All this leads to real, not imaginary, theoretical, or cognitive dehumanization. The warfare induced by neocolonialism, territorial imperialism, and “geopolitical militarism” in the name of economic profit is a kind of legitimate violence by and over humanity, or as the American sociologist Immanuel Wallerstein describes it, man is hostage to the “modern world system,” the “world economy,” and the “capitalist system that has taken root and consolidated itself as a defining feature of the system.” Hence, “war as a general phenomenon” in the name of “international financial capital,” which “is becoming stronger than nation states,” is “driven by a system that gives priority to the endless accumulation of capital” (Volerstein 46). Human potential as a means of warfare is inevitably part of the so-called “global commodity chain—GCC” (Starosta 2010), living in the era of the plastic revolution that comes with the mega-projects of the capitalist order. After the “negotiated globalization,” the production evolution that followed the phases of industrialism has been replaced by the discoveries of cheap commodities, toys, and international toyification. It is undoubtedly a revolution without any strategy for civilizational or liberal gains.

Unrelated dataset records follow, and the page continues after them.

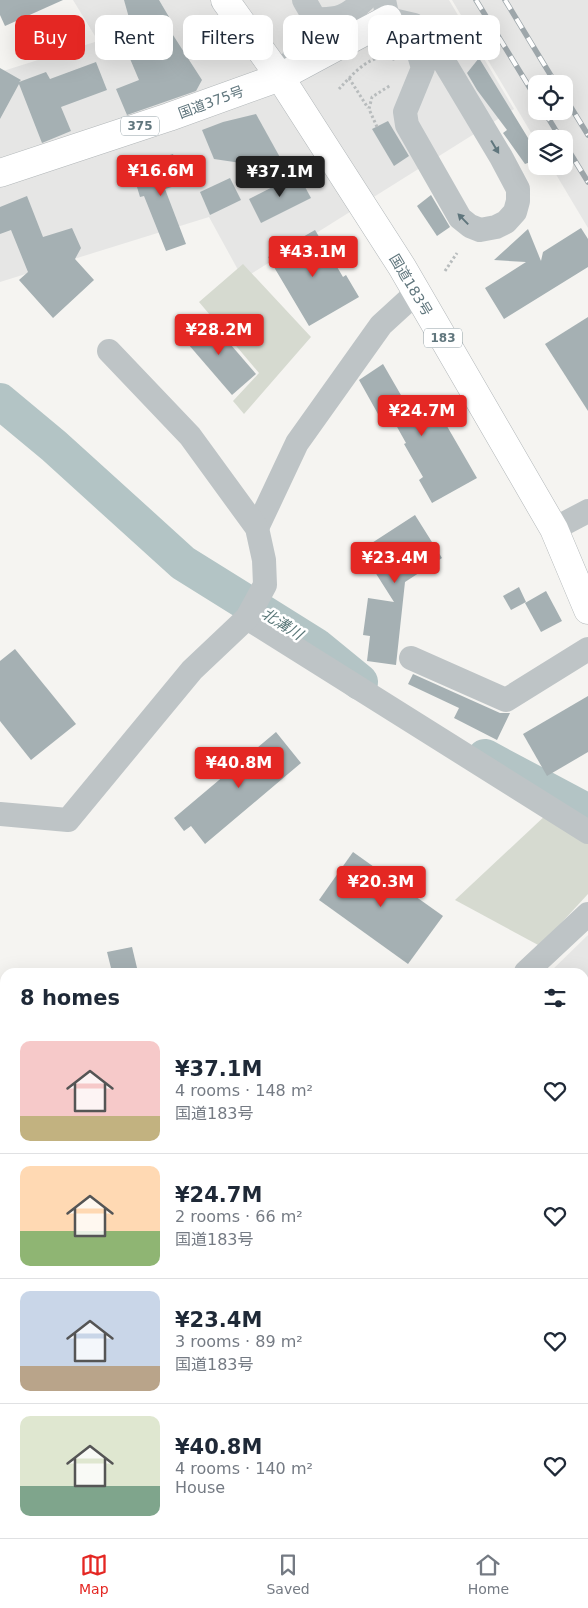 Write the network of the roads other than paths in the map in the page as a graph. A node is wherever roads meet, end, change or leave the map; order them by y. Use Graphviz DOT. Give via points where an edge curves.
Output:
graph roads {
  1 [pos="225,0"];
  2 [pos="364,0"];
  3 [pos="309,9"];
  4 [pos="386,9"];
  5 [pos="280,77"];
  6 [pos="453,77"];
  7 [pos="418,80"];
  8 [pos="0,173"];
  9 [pos="416,293"];
  10 [pos="108,351"];
  11 [pos="588,511"];
  12 [pos="257,528"];
  13 [pos="554,529"];
  14 [pos="253,608"];
  15 [pos="588,610"];
  16 [pos="588,649"];
  17 [pos="411,658"];
  18 [pos="0,814"];
  19 [pos="588,832"];
  20 [pos="588,914"];
  21 [pos="530,968"];
  1 -- 5 [label="main road, 国道183号 / 183"];
  2 -- 3 [label="street" via="335,20"];
  3 -- 5 [label="street" via="312,33"];
  4 -- 5 [label="main road, 国道375号"];
  4 -- 6 [label="street" via="428,36"];
  4 -- 7 [label="street" via="418,51 423,68"];
  5 -- 8 [label="main road, 国道375号 / 375"];
  5 -- 9 [label="main road, 国道183号 / 183"];
  6 -- 7 [label="street"];
  6 -- 7 [label="street, one-way" via="518,189 515,212 496,227 480,230 460,218 407,124 405,112"];
  9 -- 12 [label="street" via="381,325 297,443"];
  9 -- 13 [label="main road, 国道183号 / 183"];
  10 -- 12 [label="street" via="190,436"];
  11 -- 13 [label="street"];
  12 -- 14 [label="street" via="265,585"];
  13 -- 15 [label="main road, 国道183号 / 183"];
  14 -- 18 [label="street" via="192,670 68,820"];
  14 -- 19 [label="street"];
  16 -- 17 [label="street" via="506,700"];
  20 -- 21 [label="street"];
}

Hence, the Shadows project essentially asks: what is revolutionary and what is counter-revolutionary in today’s time? Industrial revolutions, technological ones, resulted in the use of inventions for militaristic purposes, they went beyond ‘in the service’ of humanity. What revolutionizes our society does not mean progress, but living in the plastic age, where man is not a user but a surplus value, which is only used in the field, as in the Old Testament theme (Abraham’s), but in which there is no pardon when humanity is placed on the altar of obedience. In the historical continuity of revolutions with a capital R—the French, the October, the Chinese— the famous slogan “liberty, equality, fraternity” today cannot be used as a password to approach and subvert the system from within, where man will be the decisive factor in the struggle for democracy and liberalism. It does not exist ‘from within’, because industrial capitalism is transnational (Mann, 1992). The author also addressed this issue in one of his previous works, Blue Blood, Blue Revolution, where he anticipated the idea of ‘acting from within’ the monarchies vis-à-vis the failure of the ‘red’ (the slogan of the revolution, leftist ideologies, socialism, communism, anarchism and the labor movement). But this time, and in this project, it is not about monarchies and their monopolistic power, but about oligopolies (Volerstin 49) that manage the market of values and goods, into which man also enters as mass production of military capital, the military industry. And the root of the very term ‘revolution’ from the neo-Latin revolutio which means “turning” and “circular movement” in an astronomical sense (Copernicus); after the French bourgeois revolution it took on a meaning according to which it was believed that “the world will no longer be what it was before” (in the liberal sense) (Котовчевски 2007). The imperatives are not towards the expansion of national borders but towards the expansion of the power of influence and the dependence of international capital on that influence. Thus, Shadows may allude to the end of the next great war, in which there will be no conquered territories in a geopolitical sense (colonialism), but rather territorialization of humanity on a global scale.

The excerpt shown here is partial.